Zu dem Artikel „Die Schriftsprache der durch Schlaganfall Gelähmten“
[270] Zu dem Artikel „Die Schriftsprache der durch Schlaganfall Gelähmten“ erhalten wir folgende Zuschrift:
„Geehrte Redaction! Aus Veranlassung des in Nr. 5, S. 90 der ‚Gartenlaube‘ gebrachten Aufsatzes über die Schrift einseitig Gelähmter möchte ich noch einige Bemerkungen hinzufügen.
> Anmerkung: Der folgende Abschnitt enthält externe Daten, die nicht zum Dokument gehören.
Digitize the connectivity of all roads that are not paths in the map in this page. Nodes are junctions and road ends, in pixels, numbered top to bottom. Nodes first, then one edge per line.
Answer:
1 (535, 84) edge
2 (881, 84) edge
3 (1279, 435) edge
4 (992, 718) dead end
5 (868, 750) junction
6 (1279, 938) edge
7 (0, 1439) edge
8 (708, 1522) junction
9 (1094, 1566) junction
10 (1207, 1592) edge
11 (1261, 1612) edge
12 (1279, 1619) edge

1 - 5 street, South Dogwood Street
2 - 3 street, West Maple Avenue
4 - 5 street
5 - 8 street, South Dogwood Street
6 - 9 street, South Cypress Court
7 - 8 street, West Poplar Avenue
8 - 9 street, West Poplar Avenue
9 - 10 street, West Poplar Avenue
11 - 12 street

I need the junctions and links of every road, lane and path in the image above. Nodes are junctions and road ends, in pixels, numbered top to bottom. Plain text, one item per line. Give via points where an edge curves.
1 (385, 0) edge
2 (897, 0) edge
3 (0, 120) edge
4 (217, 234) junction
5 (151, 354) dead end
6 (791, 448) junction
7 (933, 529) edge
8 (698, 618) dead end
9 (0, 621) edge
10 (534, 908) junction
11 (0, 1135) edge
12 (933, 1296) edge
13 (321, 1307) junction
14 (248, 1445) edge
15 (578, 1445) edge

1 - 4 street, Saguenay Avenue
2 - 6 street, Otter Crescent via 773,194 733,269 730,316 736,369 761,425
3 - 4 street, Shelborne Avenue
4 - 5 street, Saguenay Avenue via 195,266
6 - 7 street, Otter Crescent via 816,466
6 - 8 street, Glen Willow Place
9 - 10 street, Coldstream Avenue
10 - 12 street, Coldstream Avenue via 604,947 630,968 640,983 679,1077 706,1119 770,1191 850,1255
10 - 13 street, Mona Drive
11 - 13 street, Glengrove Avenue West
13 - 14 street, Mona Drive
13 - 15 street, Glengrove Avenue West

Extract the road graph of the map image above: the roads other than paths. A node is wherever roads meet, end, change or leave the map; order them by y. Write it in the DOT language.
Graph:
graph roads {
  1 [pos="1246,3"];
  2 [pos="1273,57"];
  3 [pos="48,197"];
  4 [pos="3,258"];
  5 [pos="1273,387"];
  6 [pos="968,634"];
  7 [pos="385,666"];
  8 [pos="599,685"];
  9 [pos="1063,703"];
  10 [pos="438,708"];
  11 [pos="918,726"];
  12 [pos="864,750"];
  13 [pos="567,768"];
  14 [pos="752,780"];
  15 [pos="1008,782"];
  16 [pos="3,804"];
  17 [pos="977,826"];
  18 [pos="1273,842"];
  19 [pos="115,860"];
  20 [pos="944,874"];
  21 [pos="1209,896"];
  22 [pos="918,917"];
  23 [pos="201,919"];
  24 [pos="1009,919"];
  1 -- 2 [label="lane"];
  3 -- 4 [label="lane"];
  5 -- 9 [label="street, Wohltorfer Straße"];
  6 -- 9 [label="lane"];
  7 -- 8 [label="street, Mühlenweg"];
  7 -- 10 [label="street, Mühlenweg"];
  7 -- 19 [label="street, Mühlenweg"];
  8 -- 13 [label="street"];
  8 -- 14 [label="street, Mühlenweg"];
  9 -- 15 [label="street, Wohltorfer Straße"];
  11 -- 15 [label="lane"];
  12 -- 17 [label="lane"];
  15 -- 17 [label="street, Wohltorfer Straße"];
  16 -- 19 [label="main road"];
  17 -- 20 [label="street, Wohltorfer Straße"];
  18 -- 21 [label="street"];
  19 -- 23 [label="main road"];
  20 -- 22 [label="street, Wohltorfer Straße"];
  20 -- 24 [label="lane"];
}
Als ich vor mehreren Jahren in der Ambrosianischen Bibliothek zu Mailand zuerst jenen berühmten Codex atlanticus des Leonardo da Vinci sah, von dem später ein leider nur sehr kurzer Auszug veröffentlicht worden ist, legte ich mir, wie wohl Jeder thut, der zum ersten Male jenes kostbare Werk zu Gesicht bekommt, die Frage vor: Was bewog wohl Leonardo, nach Art der Orientalen von der Rechten zur Linken zu schreiben, sodaß man sich genöthigt sieht, beim Lesen seiner Schriften einen Spiegel zu gebrauchen? Die gewöhnliche Erklärung ist: daß er seine Schriften nicht jedem oberflächlichen Leser zugänglich machen wollte. In Neapel wurde ich indeß eines Bessern belehrt. Ich fand dort in der Nationalbibliothek das Manuscripttagebuch des Geistlichen Antonio de Beatis aus Melsetta, der im Jahre 1517 im Gefolge des Cardinals de Aragona eine Reise durch Deutschland, die Niederlande und Frankreich machte. Der Cardinal besuchte auf dieser Reise auch Leonardo da Vinci, der in der Umgegend von Amboise in einer ihm vom Könige Franz dem Ersten geschenkten Villa (jetzt Clos-Lucé genannt) die letzten Jahre seines Lebens zubrachte. De Beatis sagt von ihm: ‚Daß nicht viel Gutes in der Malerei von ihm mehr zu erwarten sei, da eine Lähmung der rechten Hand ihn dazu untüchtig mache.‘ Beim Durchlesen dieser Worte drängte sich mir sofort der Gedanke auf: sollte dies vielleicht die Ursache der umgekehrten Schrift des Leonardo gewesen sein? Ich stellte sogleich einen Versuch an, mit der linken Hand zu schreiben, und fand zu meinem nicht geringen Erstaunen, daß ich, ohne es je vorher versucht zu haben, ziemlich gut mit derselben, doch ganz unwillkürlich von rechts nach links, schreiben konnte. Der Leser wird dies bei einem Versuche bestätigt finden, auch ohne daß eine Lähmung der Rechten ihn zum Gebrauche der Linken zwingt. Die Spiegelschrift des Leonardo da Vinci findet so ihre Erklärung, und wir können wohl mit Sicherheit annehmen, daß der große Meister seine zahlreichen Schriften über Malerei, Hydraulik, Mechanik, Anatomie etc. in seinen späteren Jahren abgefaßt habe, als die durch Antonio de Beatis constatirte Lähmung seiner rechten Hand ihm das fernere Malen erschwerte.